> _EXERCISE BRIEF_: In the data that follows, how many lines contain the word "nodes"? Give only that number.

> _SOURCE DATA_:
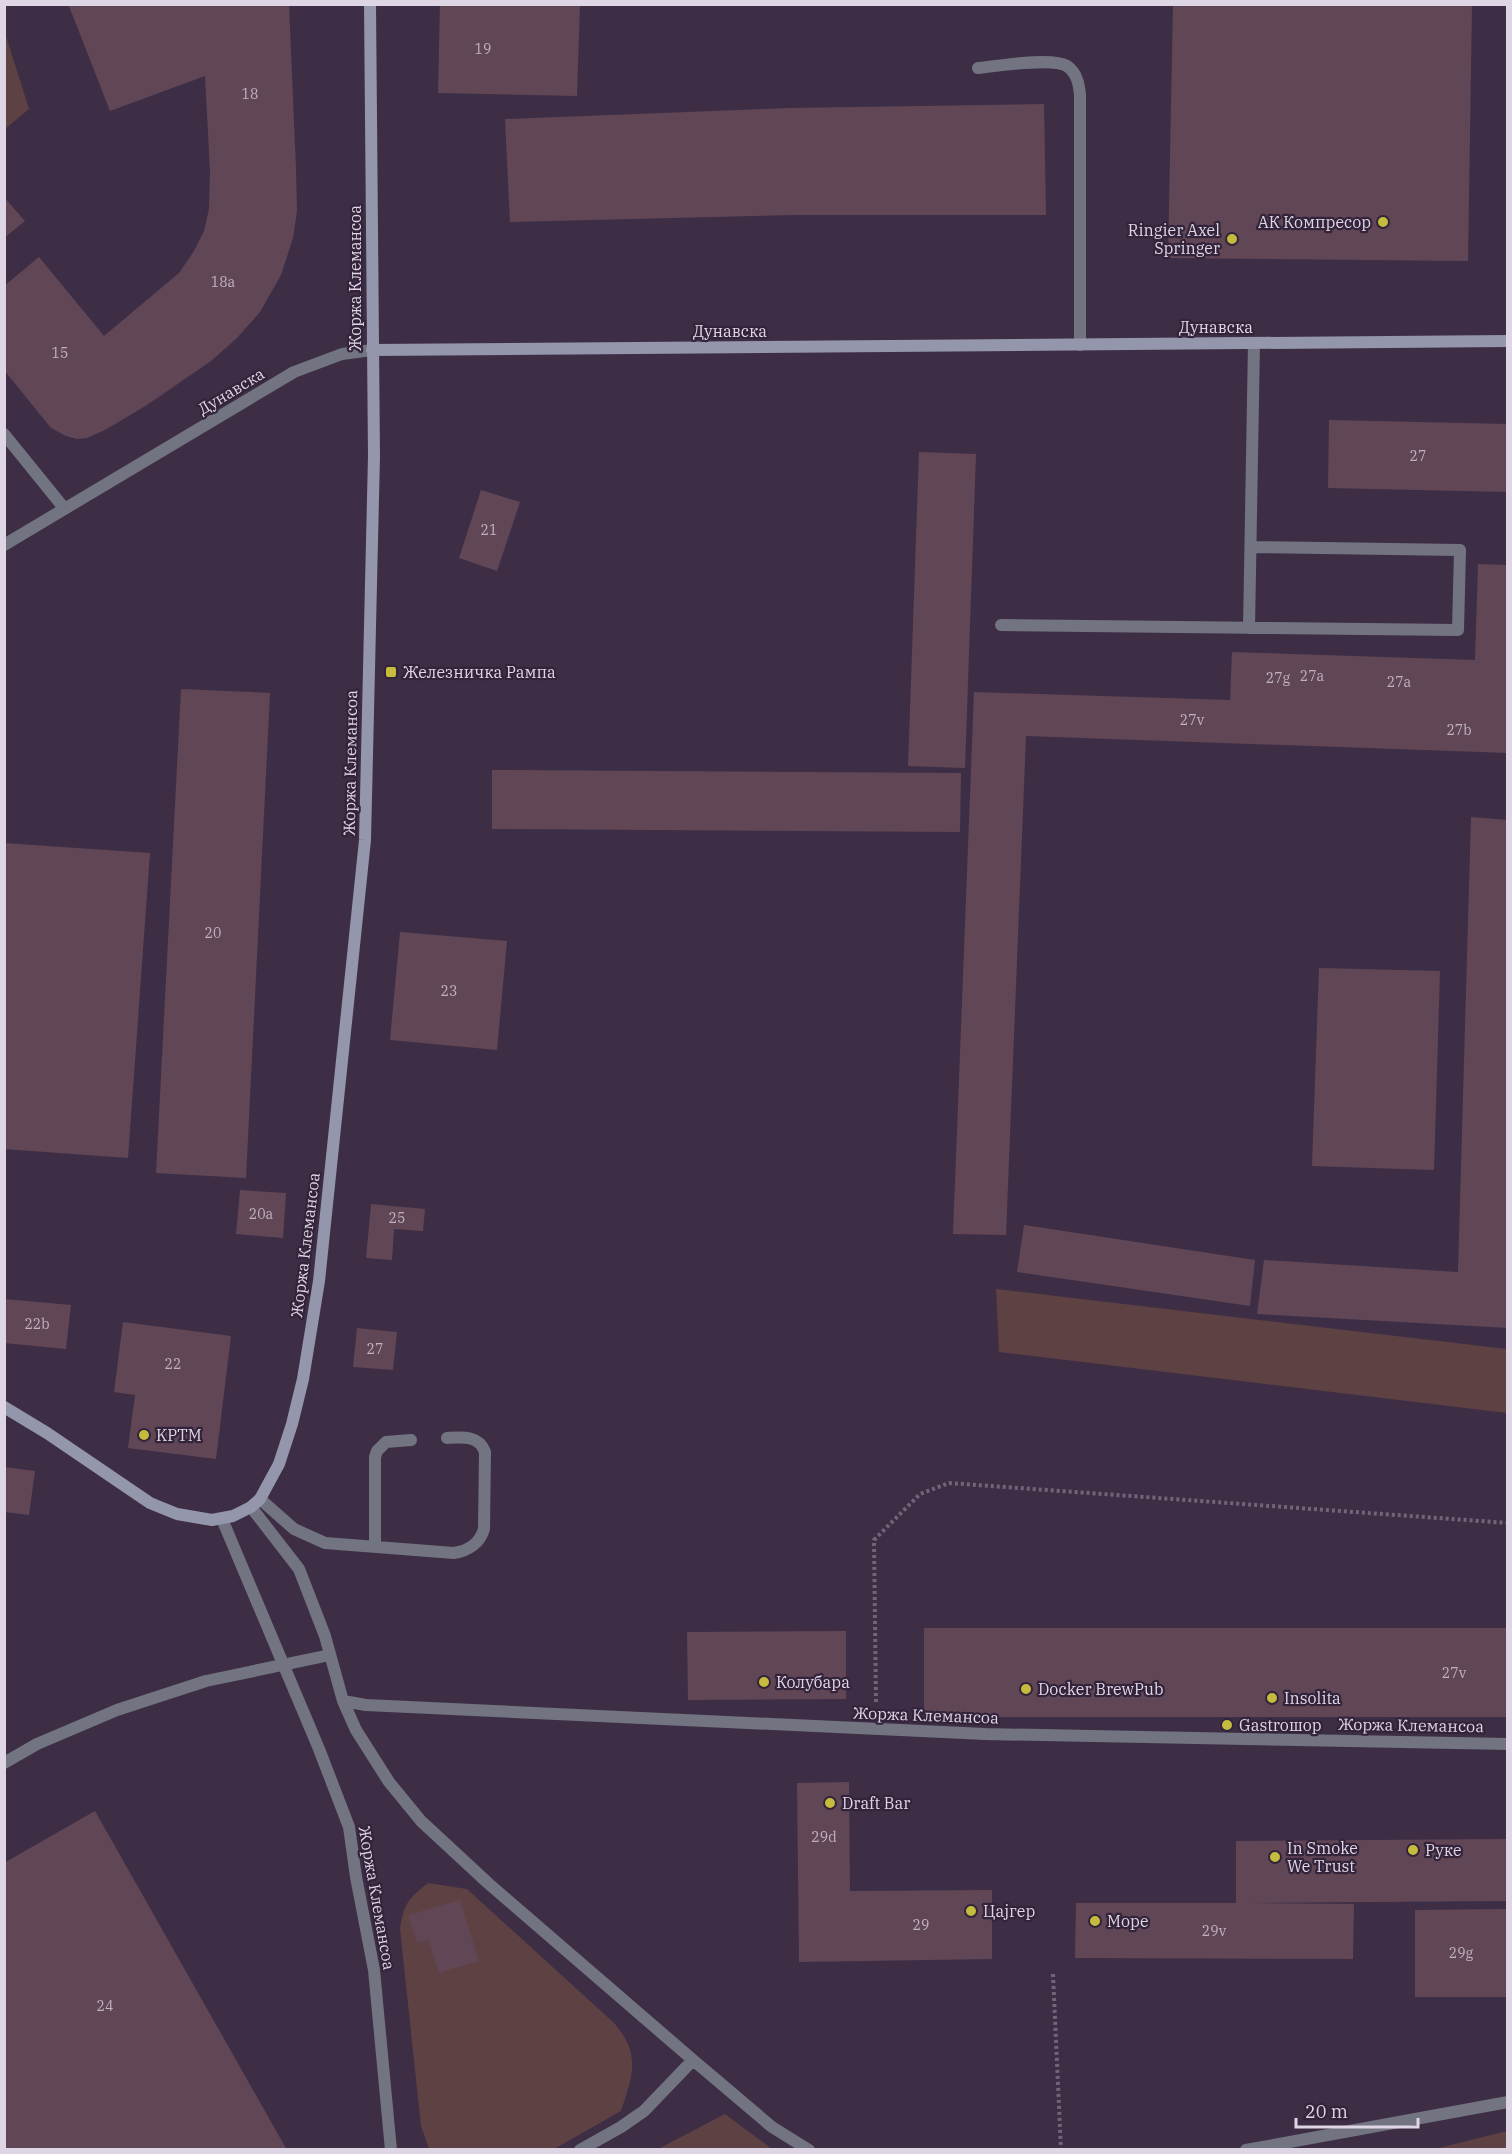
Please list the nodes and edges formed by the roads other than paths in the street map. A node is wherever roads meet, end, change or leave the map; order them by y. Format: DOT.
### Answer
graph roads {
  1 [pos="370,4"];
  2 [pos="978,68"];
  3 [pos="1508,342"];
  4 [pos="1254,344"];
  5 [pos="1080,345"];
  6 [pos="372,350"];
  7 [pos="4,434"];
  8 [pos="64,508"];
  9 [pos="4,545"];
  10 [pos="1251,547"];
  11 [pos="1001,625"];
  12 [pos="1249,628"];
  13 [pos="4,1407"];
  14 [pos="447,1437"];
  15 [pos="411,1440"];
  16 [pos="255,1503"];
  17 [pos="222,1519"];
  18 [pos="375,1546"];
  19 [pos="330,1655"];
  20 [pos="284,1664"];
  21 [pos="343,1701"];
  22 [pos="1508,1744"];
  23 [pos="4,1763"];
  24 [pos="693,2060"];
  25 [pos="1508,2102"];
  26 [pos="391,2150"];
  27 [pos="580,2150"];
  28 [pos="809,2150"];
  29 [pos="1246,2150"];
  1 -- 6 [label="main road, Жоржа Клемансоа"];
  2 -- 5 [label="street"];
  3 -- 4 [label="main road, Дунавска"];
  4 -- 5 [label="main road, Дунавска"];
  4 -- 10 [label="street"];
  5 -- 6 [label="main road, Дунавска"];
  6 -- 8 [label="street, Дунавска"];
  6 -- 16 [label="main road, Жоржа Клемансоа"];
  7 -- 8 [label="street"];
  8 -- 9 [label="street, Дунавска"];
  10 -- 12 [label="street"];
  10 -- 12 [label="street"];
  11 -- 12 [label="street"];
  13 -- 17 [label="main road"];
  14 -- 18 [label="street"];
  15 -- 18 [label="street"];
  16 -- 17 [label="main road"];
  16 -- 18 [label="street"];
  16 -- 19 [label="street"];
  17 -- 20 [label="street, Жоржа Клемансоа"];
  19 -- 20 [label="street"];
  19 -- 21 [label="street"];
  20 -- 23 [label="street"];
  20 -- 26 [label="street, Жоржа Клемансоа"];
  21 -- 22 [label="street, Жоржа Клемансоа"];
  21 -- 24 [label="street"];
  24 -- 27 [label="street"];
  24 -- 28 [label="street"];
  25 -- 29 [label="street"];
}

--

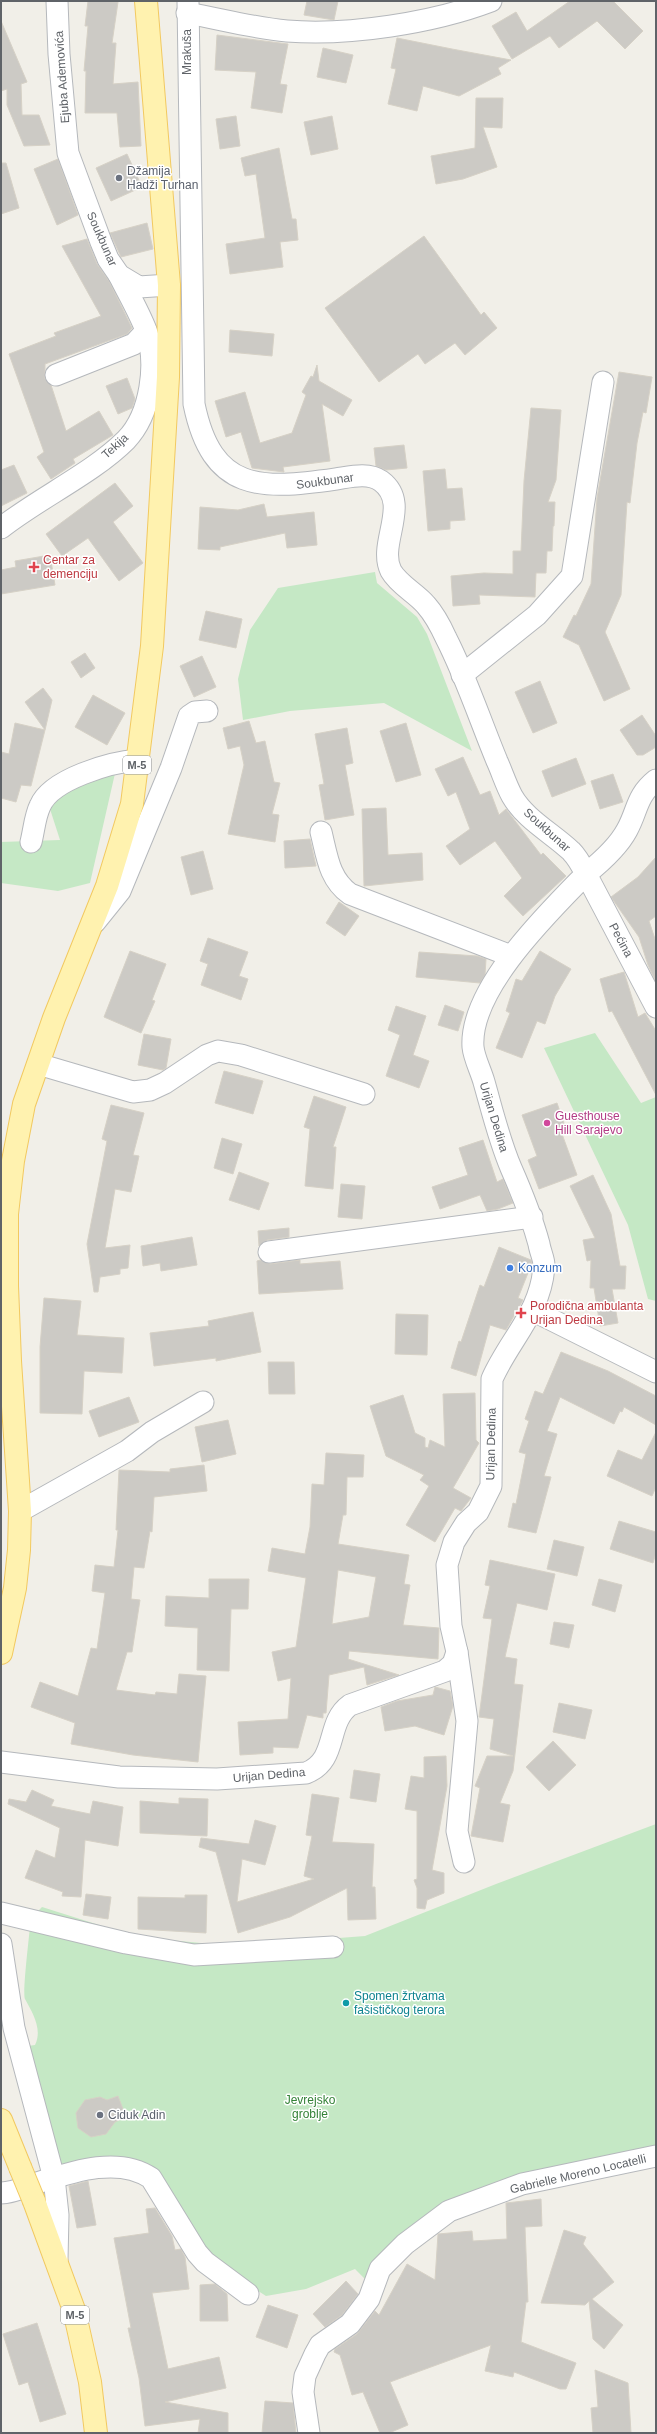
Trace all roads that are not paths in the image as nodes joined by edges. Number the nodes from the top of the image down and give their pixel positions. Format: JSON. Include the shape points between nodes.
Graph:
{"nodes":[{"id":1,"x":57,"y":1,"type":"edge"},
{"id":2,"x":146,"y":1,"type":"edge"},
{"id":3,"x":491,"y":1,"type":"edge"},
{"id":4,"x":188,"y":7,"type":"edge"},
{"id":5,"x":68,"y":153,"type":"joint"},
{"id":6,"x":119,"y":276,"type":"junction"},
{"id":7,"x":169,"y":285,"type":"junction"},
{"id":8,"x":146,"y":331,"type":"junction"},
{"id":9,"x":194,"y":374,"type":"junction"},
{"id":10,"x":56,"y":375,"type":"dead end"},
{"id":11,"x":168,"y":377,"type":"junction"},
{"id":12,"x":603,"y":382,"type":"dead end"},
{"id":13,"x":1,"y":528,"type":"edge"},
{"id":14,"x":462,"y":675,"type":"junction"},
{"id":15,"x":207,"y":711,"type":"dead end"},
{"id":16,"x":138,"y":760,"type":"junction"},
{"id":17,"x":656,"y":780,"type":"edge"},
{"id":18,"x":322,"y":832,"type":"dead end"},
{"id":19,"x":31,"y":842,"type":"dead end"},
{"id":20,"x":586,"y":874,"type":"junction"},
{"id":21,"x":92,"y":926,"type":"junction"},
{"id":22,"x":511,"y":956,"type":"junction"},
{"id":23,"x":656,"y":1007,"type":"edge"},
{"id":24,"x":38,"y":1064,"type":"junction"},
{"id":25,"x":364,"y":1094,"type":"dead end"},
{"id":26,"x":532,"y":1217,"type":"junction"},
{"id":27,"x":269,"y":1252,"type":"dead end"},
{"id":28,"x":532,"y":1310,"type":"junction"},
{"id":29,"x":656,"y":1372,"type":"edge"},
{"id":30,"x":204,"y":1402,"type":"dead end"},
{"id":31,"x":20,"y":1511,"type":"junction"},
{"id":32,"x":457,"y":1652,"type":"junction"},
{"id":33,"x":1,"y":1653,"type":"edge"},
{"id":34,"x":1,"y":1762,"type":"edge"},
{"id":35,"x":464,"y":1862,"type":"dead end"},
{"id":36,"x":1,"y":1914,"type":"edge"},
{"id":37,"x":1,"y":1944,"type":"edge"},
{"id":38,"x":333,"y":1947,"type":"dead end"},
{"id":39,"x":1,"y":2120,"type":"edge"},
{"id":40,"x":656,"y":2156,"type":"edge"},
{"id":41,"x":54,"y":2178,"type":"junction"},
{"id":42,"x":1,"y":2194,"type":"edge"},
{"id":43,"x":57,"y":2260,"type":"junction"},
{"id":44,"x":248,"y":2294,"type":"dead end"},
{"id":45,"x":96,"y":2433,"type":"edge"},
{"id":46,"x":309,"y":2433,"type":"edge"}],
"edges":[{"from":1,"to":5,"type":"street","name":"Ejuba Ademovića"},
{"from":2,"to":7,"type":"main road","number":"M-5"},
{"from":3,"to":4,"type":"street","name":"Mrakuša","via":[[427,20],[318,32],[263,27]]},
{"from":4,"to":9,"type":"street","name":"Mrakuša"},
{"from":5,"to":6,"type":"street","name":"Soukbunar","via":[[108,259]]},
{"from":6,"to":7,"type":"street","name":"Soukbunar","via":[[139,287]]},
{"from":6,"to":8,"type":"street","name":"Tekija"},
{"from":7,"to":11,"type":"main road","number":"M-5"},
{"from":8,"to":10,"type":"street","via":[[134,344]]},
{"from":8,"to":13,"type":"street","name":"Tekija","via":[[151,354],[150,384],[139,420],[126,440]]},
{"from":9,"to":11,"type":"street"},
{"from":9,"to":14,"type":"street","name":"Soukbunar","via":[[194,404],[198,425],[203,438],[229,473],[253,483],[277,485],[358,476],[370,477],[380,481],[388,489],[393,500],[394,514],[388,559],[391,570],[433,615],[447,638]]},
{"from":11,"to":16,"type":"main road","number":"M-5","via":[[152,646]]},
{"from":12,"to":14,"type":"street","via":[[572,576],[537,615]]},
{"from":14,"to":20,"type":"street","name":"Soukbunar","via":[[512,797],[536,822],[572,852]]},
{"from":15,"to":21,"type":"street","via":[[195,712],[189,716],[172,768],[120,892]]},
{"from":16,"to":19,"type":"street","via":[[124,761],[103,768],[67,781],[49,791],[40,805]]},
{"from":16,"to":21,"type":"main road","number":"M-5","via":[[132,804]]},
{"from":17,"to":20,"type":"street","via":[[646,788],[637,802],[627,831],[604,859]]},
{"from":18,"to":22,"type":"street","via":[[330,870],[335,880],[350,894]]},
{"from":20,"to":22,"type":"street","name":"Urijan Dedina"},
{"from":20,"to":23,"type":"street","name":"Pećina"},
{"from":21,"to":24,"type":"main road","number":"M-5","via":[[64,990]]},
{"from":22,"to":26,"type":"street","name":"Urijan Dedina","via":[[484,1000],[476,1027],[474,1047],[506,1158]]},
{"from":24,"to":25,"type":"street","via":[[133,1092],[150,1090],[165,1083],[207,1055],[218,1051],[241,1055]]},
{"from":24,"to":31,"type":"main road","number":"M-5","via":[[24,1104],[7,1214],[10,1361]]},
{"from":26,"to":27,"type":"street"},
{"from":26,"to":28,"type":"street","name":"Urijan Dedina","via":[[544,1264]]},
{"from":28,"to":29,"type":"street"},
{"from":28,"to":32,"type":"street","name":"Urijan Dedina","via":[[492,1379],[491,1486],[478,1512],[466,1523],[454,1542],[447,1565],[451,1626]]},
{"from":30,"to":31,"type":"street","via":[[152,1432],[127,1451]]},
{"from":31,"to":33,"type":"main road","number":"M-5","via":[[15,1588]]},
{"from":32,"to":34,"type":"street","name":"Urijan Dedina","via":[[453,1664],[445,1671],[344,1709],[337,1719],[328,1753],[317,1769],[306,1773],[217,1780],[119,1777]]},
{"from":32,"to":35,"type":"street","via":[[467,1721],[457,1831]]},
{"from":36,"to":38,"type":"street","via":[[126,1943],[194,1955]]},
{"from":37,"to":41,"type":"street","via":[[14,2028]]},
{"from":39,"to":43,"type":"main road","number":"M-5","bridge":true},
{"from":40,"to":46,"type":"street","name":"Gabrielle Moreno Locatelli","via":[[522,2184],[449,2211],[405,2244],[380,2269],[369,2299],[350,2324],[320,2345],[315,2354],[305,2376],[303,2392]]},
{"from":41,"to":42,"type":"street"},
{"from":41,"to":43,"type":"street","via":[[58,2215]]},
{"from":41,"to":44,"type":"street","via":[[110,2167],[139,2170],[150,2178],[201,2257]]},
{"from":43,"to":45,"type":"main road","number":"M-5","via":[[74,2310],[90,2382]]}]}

> _EXPECTED ANSWER_: 3